Connectivity issues inside vlans after HSRP refresh

athomas1 · ‎06-15-2022

So, I remove the fibre cable which our HSRP protocol runs over between our two layer3 stacks, in order to untangle some cat5e cables that was straining the LC plug.

Since then we've had various and seemingly random issues with certain addresses not being able to contact other IP addresses- but within the same vlan? Between vlans there appears to be no problems. We were able to fix one issue where computers in a dhcp vlan couldnt contact a server on a static address in the same dhcp vlan, but when those computers were moved to a different dhcp vlan they computers were able to connect again. Other computers in the previous dhcp vlan were still able to contact everything as normal as though nothing had changed.

We've also had issues with server hosts in another vlan on static addresses becoming segmented where the communication appears to run over this fibre.

One theory we have is that when the fibre was removed HSRP started recalculating which should take 30seconds but then fibre was plugged back in again after about 10seconds, so whether the recalculation wasn't able to finish and a second recalculation was started, it has now caused problems with routing internal to certain vlans without any indication of this on the logs.
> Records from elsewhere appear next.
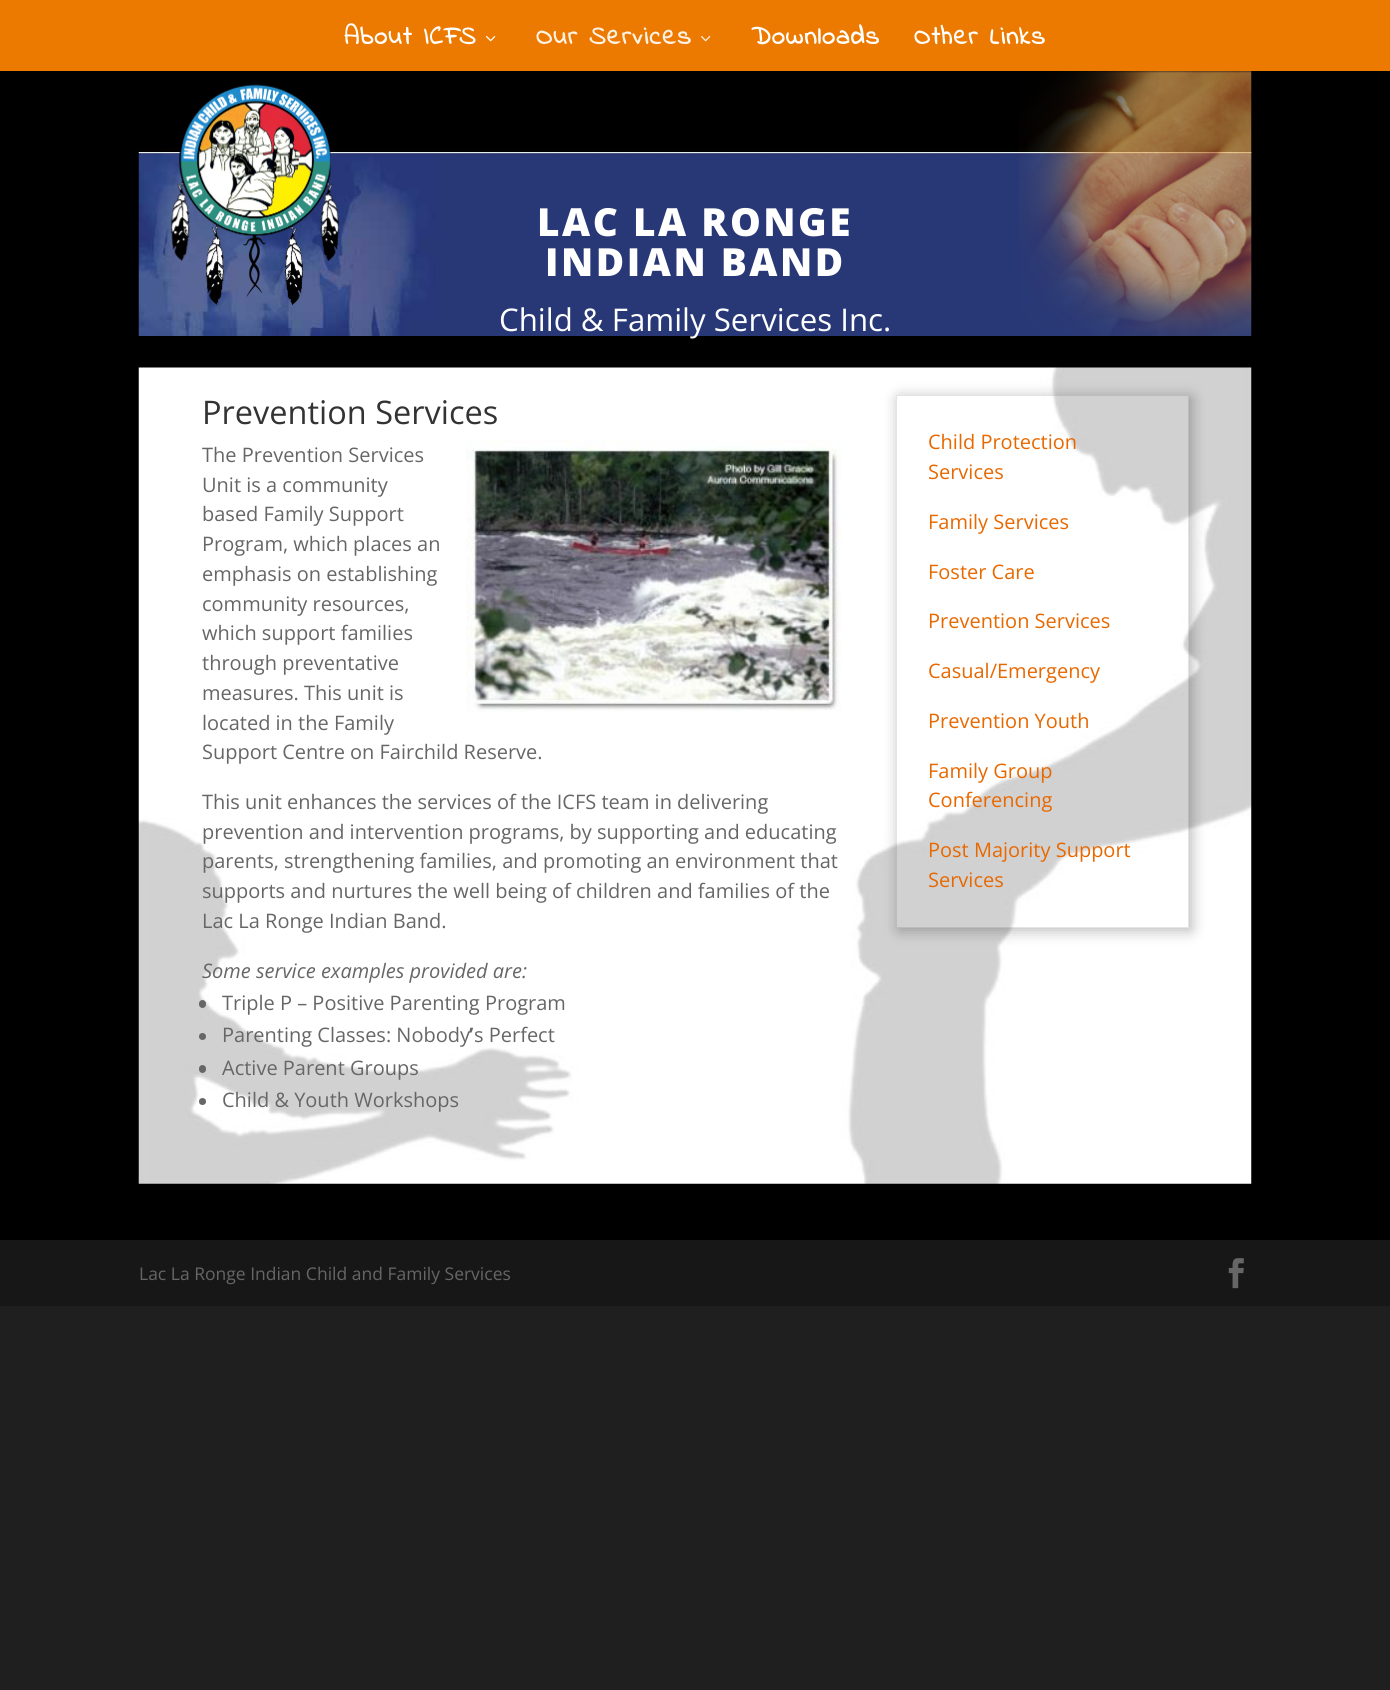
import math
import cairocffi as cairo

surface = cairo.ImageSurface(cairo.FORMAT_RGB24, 1390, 1690)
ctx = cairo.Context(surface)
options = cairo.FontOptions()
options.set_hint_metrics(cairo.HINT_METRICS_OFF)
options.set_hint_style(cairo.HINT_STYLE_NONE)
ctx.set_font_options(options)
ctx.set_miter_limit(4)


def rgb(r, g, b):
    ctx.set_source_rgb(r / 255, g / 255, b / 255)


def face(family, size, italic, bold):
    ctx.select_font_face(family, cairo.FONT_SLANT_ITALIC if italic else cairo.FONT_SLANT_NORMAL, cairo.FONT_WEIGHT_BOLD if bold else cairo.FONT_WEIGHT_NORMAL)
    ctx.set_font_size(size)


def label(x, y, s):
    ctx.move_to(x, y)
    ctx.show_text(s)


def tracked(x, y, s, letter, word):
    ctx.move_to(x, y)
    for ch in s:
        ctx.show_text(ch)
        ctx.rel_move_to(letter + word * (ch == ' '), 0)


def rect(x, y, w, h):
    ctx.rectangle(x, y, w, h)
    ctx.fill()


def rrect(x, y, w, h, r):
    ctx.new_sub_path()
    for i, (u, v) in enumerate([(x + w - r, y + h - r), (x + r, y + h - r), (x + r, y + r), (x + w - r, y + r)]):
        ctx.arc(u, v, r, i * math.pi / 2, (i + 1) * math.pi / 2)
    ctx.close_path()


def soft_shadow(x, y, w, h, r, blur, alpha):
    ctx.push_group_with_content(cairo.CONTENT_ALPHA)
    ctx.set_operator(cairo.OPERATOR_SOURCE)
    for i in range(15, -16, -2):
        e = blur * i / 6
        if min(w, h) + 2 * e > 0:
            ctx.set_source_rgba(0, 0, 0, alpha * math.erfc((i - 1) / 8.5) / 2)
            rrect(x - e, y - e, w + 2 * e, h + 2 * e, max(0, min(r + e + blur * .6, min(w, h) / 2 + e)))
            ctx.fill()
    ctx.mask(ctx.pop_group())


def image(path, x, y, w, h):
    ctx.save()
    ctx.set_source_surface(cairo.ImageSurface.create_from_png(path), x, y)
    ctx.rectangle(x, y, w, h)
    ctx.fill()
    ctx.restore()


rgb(31, 31, 31)
ctx.paint()
rgb(0, 0, 0)
rect(0, 71, 1390, 1169)
image('image2.png', 138, 147, 1114, 189)
image('image4.png', 1019, 71, 233, 265)
ctx.set_source_rgba(0, 0, 0, 0.1)
rect(1099, 71, 153, 2)
rgb(237, 122, 0)
rect(0, 0, 1390, 71)
face('Indie Flower', 26.25, 0, 1)
rgb(255, 255, 255)
tracked(344, 44, 'About ICFS', 1.25, 0)
image('image0.png', 486, 36, 10, 6)
rgb(253, 242, 230)
tracked(536, 44, 'Our Services', 1.25, 0)
image('image1.png', 701, 36, 10, 6)
rgb(255, 255, 255)
tracked(751, 44, 'Downloads', 1.25, 0)
tracked(914, 44, 'Other Links', 1.25, 0)
image('image3.png', 171, 84, 168, 221)
face('Open Sans ExtraBold', 38.75, 0, 0)
tracked(537, 236, 'LAC LA RONGE', 2.5, 0)
tracked(545, 276, 'INDIAN BAND', 2.5, 0)
face('Open Sans', 31.25, 0, 0)
label(499, 331, 'Child & Family Services Inc.')
image('image5.png', 138, 367, 1114, 817)
face('Open Sans', 32.5, 0, 0)
rgb(51, 51, 51)
label(202, 424, 'Prevention Services')
face('Open Sans', 20, 0, 0)
rgb(102, 102, 102)
label(202, 462, 'The Prevention Services')
image('image6.png', 466, 440, 375, 272)
label(202, 492, 'Unit is a community')
label(202, 521, 'based Family Support')
label(202, 551, 'Program, which places an')
label(202, 581, 'emphasis on establishing')
label(202, 611, 'community resources,')
label(202, 640, 'which support families')
label(202, 670, 'through preventative')
label(202, 700, 'measures. This unit is')
label(202, 730, 'located in the Family')
label(202, 759, 'Support Centre on Fairchild Reserve.')
label(202, 809, 'This unit enhances the services of the ICFS team in delivering')
label(202, 839, 'prevention and intervention programs, by supporting and educating')
label(202, 868, 'parents, strengthening families, and promoting an environment that')
label(202, 898, 'supports and nurtures the well being of children and families of the')
label(202, 928, 'Lac La Ronge Indian Band.')
face('Open Sans', 20, 1, 0)
label(202, 978, 'Some service examples provided are:')
rrect(199, 1000, 7, 8, 3.5)
ctx.fill()
face('Open Sans', 20, 0, 0)
label(222, 1010, 'Triple P – Positive Parenting Program')
label(222, 1042, 'Parenting Classes: Nobody')
face('Open Sans', 20, 0, 1)
label(469, 1042, '’')
face('Open Sans', 20, 0, 0)
label(474, 1042, 's Perfect')
ctx.new_path()
ctx.arc(202.5, 1036.5, 3.5, 0, 2 * math.pi)
ctx.fill()
rrect(199, 1065, 7, 8, 3.5)
ctx.fill()
label(222, 1075, 'Active Parent Groups')
ctx.new_path()
ctx.arc(202.5, 1101.5, 3.5, 0, 2 * math.pi)
ctx.fill()
label(222, 1107, 'Child & Youth Workshops')
ctx.save()
ctx.set_fill_rule(cairo.FILL_RULE_EVEN_ODD)
ctx.new_path()
ctx.move_to(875, 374)
ctx.line_to(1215, 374)
ctx.line_to(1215, 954)
ctx.line_to(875, 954)
ctx.close_path()
ctx.move_to(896, 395)
ctx.line_to(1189, 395)
ctx.line_to(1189, 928)
ctx.line_to(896, 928)
ctx.close_path()
ctx.clip()
rgb(0, 0, 0)
soft_shadow(899, 398, 292, 532, 0, 7.5, 0.3)
ctx.restore()
ctx.rectangle(896.5, 395.5, 292, 532)
ctx.set_source_rgba(0.2, 0.2, 0.2, 0.13)
ctx.set_line_width(1)
ctx.stroke()
rgb(232, 104, 0)
label(928, 449, 'Child Protection')
label(928, 479, 'Services')
label(928, 529, 'Family Services')
label(928, 579, 'Foster Care')
label(928, 628, 'Prevention Services')
label(928, 678, 'Casual/Emergency')
label(928, 728, 'Prevention Youth')
label(928, 778, 'Family Group')
label(928, 807, 'Conferencing')
label(928, 857, 'Post Majority Support')
label(928, 887, 'Services')
rgb(23, 23, 23)
rect(0, 1240, 1390, 66)
face('Open Sans', 17.5, 0, 0)
rgb(102, 102, 102)
label(139, 1280, 'Lac La Ronge Indian Child and Family Services')
image('image7.png', 1228, 1258, 16, 31)
surface.write_to_png('render.png')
They are 3750X switches which are now unsupported and so support direct from cisco is doubtful. I have got the new 9300 stacks ready to be installed however I am waiting for a suitable opportunity/ period of quiet production before swapping them as it will be disconnecting an entire server room from the network.

Any help hugely appreciated with this one!!!

MHM Cisco World · ‎06-15-2022

within same VLAN, Hmm
let me explain here something
if the VLAN is found in both HSRP Peer then the traffic need not routing but bridging
what that meaning ?
you need L2 between two Peer..!!!
Yes L2 you need
for example PC1 connect to HSRP Peer1 is send arp ask mac of PC2 in same VLAN but connect to different HSRP Peer2, the HSRP Peer1 not routing the arp it bridging the arp to HSRP Peer2 and from there to PC2.
this explain why you have issue when disconnect link and use fiber.

athomas1 · ‎06-15-2022

I'm sorry I don't fully understand your response. Can you better explain please?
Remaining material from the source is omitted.